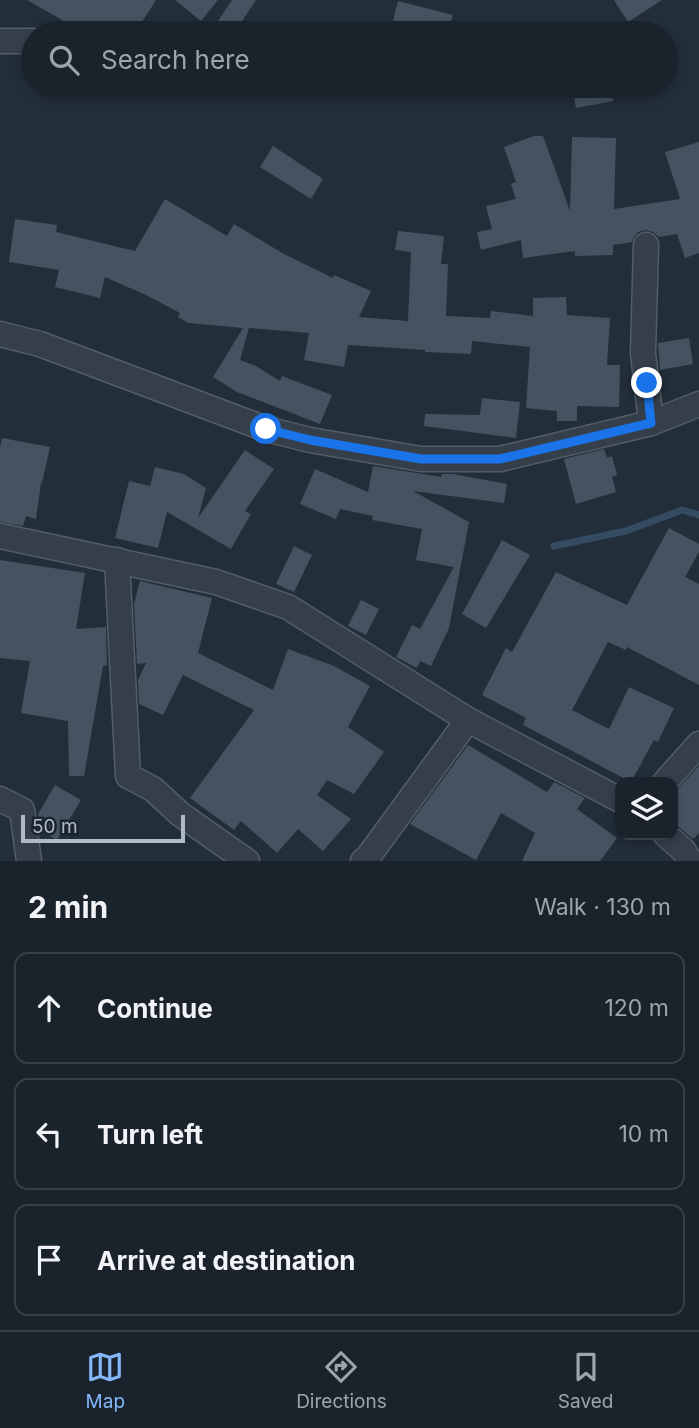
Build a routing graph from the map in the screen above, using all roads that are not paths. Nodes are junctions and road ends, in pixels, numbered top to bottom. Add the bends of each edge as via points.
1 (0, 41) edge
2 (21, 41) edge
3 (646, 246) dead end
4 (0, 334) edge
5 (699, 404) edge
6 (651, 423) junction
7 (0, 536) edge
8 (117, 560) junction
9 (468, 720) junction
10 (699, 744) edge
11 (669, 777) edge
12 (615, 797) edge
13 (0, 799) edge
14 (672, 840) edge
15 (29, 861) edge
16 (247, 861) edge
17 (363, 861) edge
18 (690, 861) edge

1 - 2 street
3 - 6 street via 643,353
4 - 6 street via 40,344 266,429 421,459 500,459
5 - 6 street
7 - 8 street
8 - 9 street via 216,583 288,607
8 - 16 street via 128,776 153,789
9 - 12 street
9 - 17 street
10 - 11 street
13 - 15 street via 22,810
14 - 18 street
------------------------------
#### WHAT IS BEING ASKED
Without altering a word, return all of the records above and leave out their pictures.

#### ANSWER TO THIS PROBLEM
Build a routing graph from the map in the screen above, using all roads that are not paths. Nodes are junctions and road ends, in pixels, numbered top to bottom. Add the bends of each edge as via points.
1 (0, 41) edge
2 (21, 41) edge
3 (646, 246) dead end
4 (0, 334) edge
5 (699, 404) edge
6 (651, 423) junction
7 (0, 536) edge
8 (117, 560) junction
9 (468, 720) junction
10 (699, 744) edge
11 (669, 777) edge
12 (615, 797) edge
13 (0, 799) edge
14 (672, 840) edge
15 (29, 861) edge
16 (247, 861) edge
17 (363, 861) edge
18 (690, 861) edge

1 - 2 street
3 - 6 street via 643,353
4 - 6 street via 40,344 266,429 421,459 500,459
5 - 6 street
7 - 8 street
8 - 9 street via 216,583 288,607
8 - 16 street via 128,776 153,789
9 - 12 street
9 - 17 street
10 - 11 street
13 - 15 street via 22,810
14 - 18 street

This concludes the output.